What the task requires -
Each line of the data holding "number" should be found and copied.

(Stored entries)
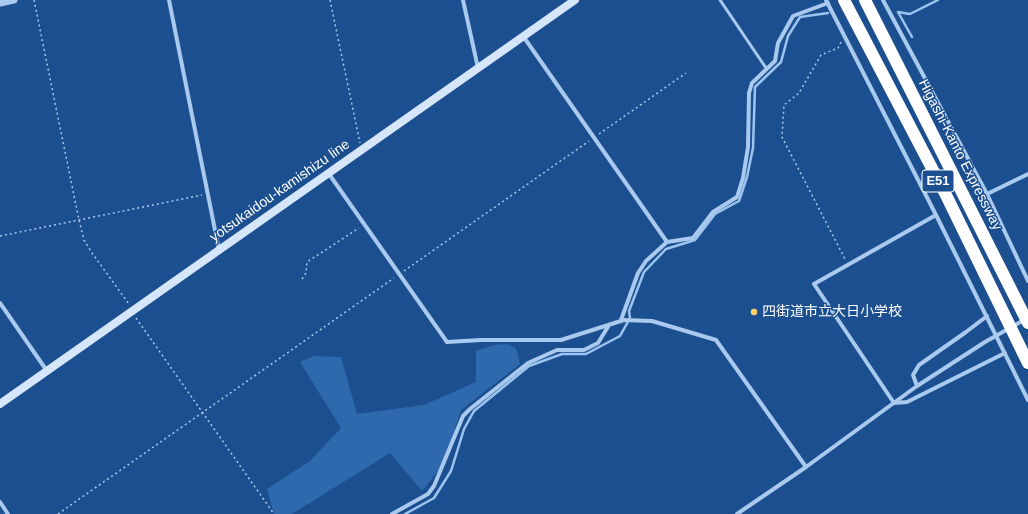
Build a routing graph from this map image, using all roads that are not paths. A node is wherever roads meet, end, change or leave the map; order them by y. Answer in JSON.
{"nodes":[{"id":1,"x":14,"y":0,"type":"edge"},
{"id":2,"x":169,"y":0,"type":"edge"},
{"id":3,"x":464,"y":0,"type":"edge"},
{"id":4,"x":575,"y":0,"type":"edge"},
{"id":5,"x":720,"y":0,"type":"edge"},
{"id":6,"x":844,"y":0,"type":"edge"},
{"id":7,"x":865,"y":0,"type":"edge"},
{"id":8,"x":883,"y":0,"type":"edge"},
{"id":9,"x":827,"y":2,"type":"edge"},
{"id":10,"x":0,"y":3,"type":"edge"},
{"id":11,"x":523,"y":36,"type":"junction"},
{"id":12,"x":478,"y":68,"type":"junction"},
{"id":13,"x":766,"y":68,"type":"junction"},
{"id":14,"x":328,"y":174,"type":"junction"},
{"id":15,"x":1028,"y":174,"type":"edge"},
{"id":16,"x":986,"y":194,"type":"junction"},
{"id":17,"x":936,"y":215,"type":"junction"},
{"id":18,"x":667,"y":242,"type":"junction"},
{"id":19,"x":219,"y":250,"type":"junction"},
{"id":20,"x":1028,"y":281,"type":"edge"},
{"id":21,"x":0,"y":303,"type":"edge"},
{"id":22,"x":987,"y":316,"type":"junction"},
{"id":23,"x":1028,"y":318,"type":"edge"},
{"id":24,"x":623,"y":320,"type":"junction"},
{"id":25,"x":1028,"y":323,"type":"edge"},
{"id":26,"x":609,"y":325,"type":"junction"},
{"id":27,"x":1005,"y":353,"type":"junction"},
{"id":28,"x":1028,"y":363,"type":"edge"},
{"id":29,"x":47,"y":371,"type":"junction"},
{"id":30,"x":917,"y":386,"type":"junction"},
{"id":31,"x":1028,"y":400,"type":"edge"},
{"id":32,"x":894,"y":403,"type":"junction"},
{"id":33,"x":0,"y":404,"type":"edge"},
{"id":34,"x":806,"y":467,"type":"junction"},
{"id":35,"x":0,"y":502,"type":"edge"},
{"id":36,"x":8,"y":514,"type":"edge"},
{"id":37,"x":392,"y":514,"type":"edge"},
{"id":38,"x":737,"y":514,"type":"edge"}],
"edges":[{"from":1,"to":10,"type":"street"},
{"from":2,"to":19,"type":"street"},
{"from":3,"to":12,"type":"street"},
{"from":4,"to":11,"type":"main road","name":"yotsukaidou-kamishizu line"},
{"from":5,"to":13,"type":"lane"},
{"from":6,"to":28,"type":"highway","number":"E51"},
{"from":7,"to":25,"type":"highway","name":"Higashi-Kanto Expressway","number":"E51"},
{"from":8,"to":16,"type":"street"},
{"from":9,"to":13,"type":"street"},
{"from":9,"to":17,"type":"street"},
{"from":11,"to":12,"type":"main road","name":"yotsukaidou-kamishizu line"},
{"from":11,"to":18,"type":"street"},
{"from":12,"to":14,"type":"main road","name":"yotsukaidou-kamishizu line"},
{"from":13,"to":18,"type":"street"},
{"from":14,"to":19,"type":"main road","name":"yotsukaidou-kamishizu line"},
{"from":14,"to":26,"type":"street"},
{"from":15,"to":16,"type":"street"},
{"from":16,"to":20,"type":"street"},
{"from":17,"to":22,"type":"street"},
{"from":17,"to":32,"type":"street"},
{"from":18,"to":24,"type":"street"},
{"from":19,"to":29,"type":"main road","name":"yotsukaidou-kamishizu line"},
{"from":21,"to":29,"type":"street"},
{"from":22,"to":27,"type":"street"},
{"from":22,"to":30,"type":"street"},
{"from":23,"to":30,"type":"street"},
{"from":24,"to":26,"type":"street"},
{"from":24,"to":34,"type":"street"},
{"from":26,"to":37,"type":"street"},
{"from":27,"to":31,"type":"street"},
{"from":27,"to":32,"type":"street"},
{"from":29,"to":33,"type":"main road","name":"yotsukaidou-kamishizu line"},
{"from":30,"to":32,"type":"street"},
{"from":32,"to":34,"type":"street"},
{"from":34,"to":38,"type":"street"},
{"from":35,"to":36,"type":"street"}]}
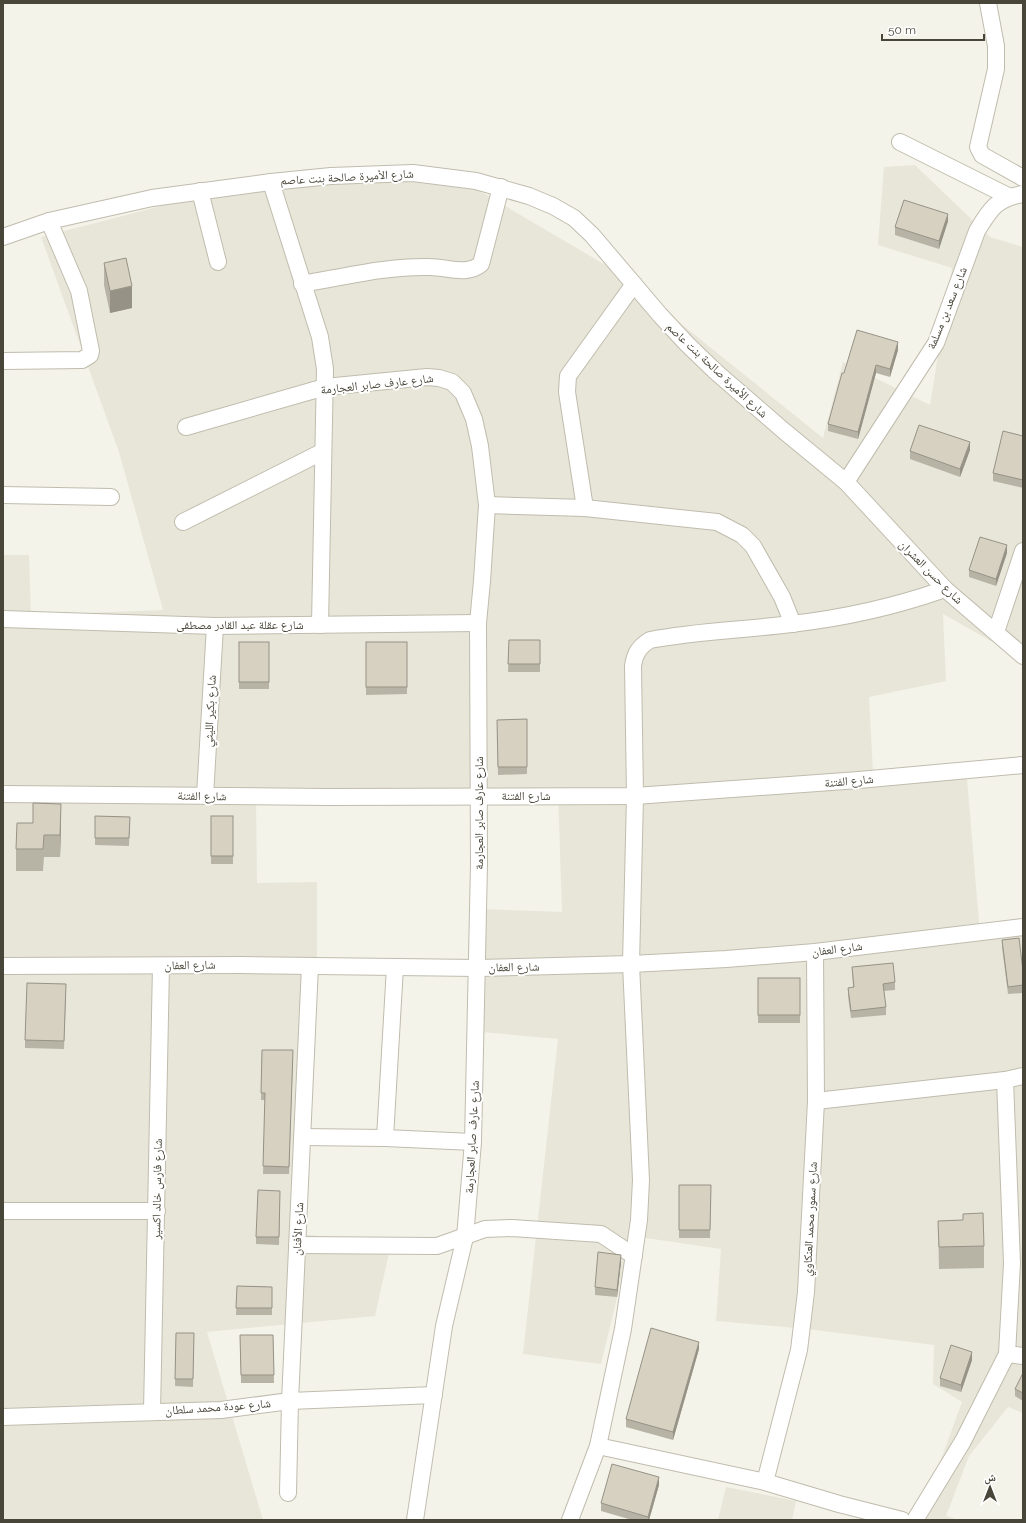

Task result -
{"from":6,"to":28,"type":"highway","number":"E51"},
{"from":7,"to":25,"type":"highway","name":"Higashi-Kanto Expressway","number":"E51"},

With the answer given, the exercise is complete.